During Game 6, the Clippers found themselves in a similar situation during the fourth quarter as in Game 7. The Clippers bench managed to grind out an eight point lead, only to see it squandered by a 10-0 Memphis run. The Clippers couldn’t halt the Grizzlies’ momentum and VDN only called a timeout once the lead was shaved down to one point. From there he inserted a hobbling Chris Paul back into the game only to see him stymied by an invigorated swarm of Memphis defenders.  Over the next three minutes, four out of the five Clippers starters ended up out on the court. The collapse at Staples has been well-documented.
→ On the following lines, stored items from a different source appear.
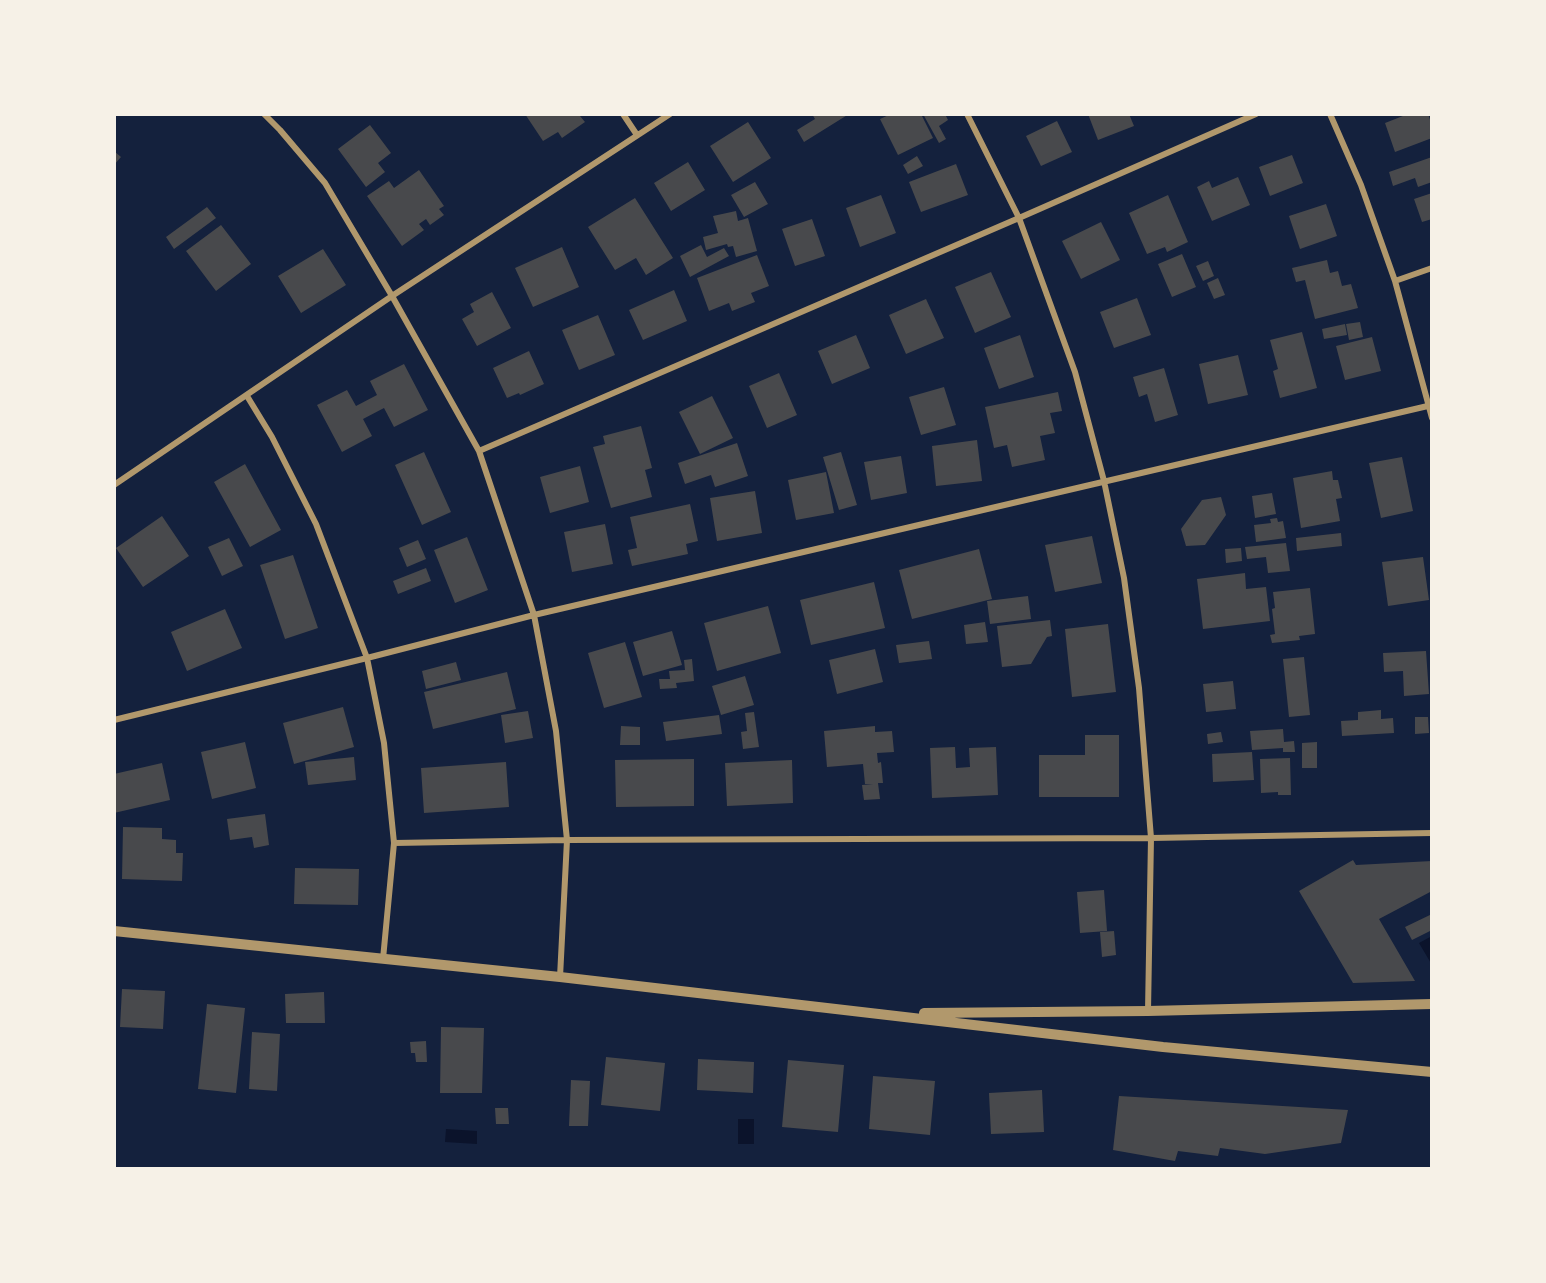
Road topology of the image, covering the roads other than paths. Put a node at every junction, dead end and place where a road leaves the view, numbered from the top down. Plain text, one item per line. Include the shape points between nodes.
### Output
1 (264, 114) edge
2 (623, 114) edge
3 (670, 114) edge
4 (967, 114) edge
5 (1256, 114) edge
6 (1330, 114) edge
7 (637, 135) junction
8 (1019, 218) junction
9 (1432, 268) edge
10 (1395, 281) junction
11 (392, 296) junction
12 (247, 396) junction
13 (1431, 406) edge
14 (1432, 418) edge
15 (479, 451) junction
16 (1104, 481) junction
17 (114, 485) edge
18 (534, 615) junction
19 (367, 658) junction
20 (114, 720) edge
21 (1432, 832) edge
22 (1151, 838) junction
23 (567, 840) junction
24 (394, 843) junction
25 (114, 931) edge
26 (383, 959) junction
27 (560, 977) junction
28 (1432, 1004) edge
29 (1148, 1011) junction
30 (881, 1014) junction
31 (1432, 1072) edge

1 - 11 street via 325,183
2 - 7 street
3 - 7 street
4 - 8 street
5 - 8 street
6 - 10 street via 1361,185
7 - 11 street
8 - 15 street
8 - 16 street via 1075,372
9 - 10 street
10 - 13 street
11 - 12 street
11 - 15 street
12 - 17 street
12 - 19 street via 316,524
13 - 14 street
13 - 16 street
15 - 18 street
16 - 18 street
16 - 22 street via 1124,578 1139,688
18 - 19 street
18 - 23 street via 556,731
19 - 20 street
19 - 24 street via 384,742
21 - 22 street
22 - 23 street
22 - 29 street
23 - 24 street
23 - 27 street
24 - 26 street
25 - 26 street
26 - 27 street
27 - 30 street
28 - 29 street
29 - 30 street
30 - 31 street via 1163,1047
Game 7 was another story, both for Vinny Del Negro and the bench unit with whom he entrusted his own fate. Rather than waiting to call a timeout until the lead had all but vanished, Vinny preempted what seemed like an imminent momentum swing when the Clippers’ lead was trimmed to six. And instead of pulling an energy-laden bench lineup that matched up particularly well with the Grizzlies, Vinny rode them to victory while even getting (relatively) fancy with some offense for defense substitutions (Mo for Bledsoe and visa versa). The Clippers bench possessed a supermajority amongst all of the combinations of lineups used by VDN in the fourth quarter and it paid off. Vinny Del Negro learned that the starting unit was untenable for crunch time minutes against the physicality of the Grizzlies and he applied the lesson he learned. If the Clippers are going to have an outside shot at beating a polished Spurs team with more rings than the Clippers franchise has series victories, then Vinny needs to continue with the whole “learn and apply” gimmick.

It just might be time to cut the man some slack. After all, he did just win his first ever playoff series in dramatic fashion. With Gregg Popovich waiting just beyond the horizon, let’s just hope Vinny doesn’t have enough slack to hang himself.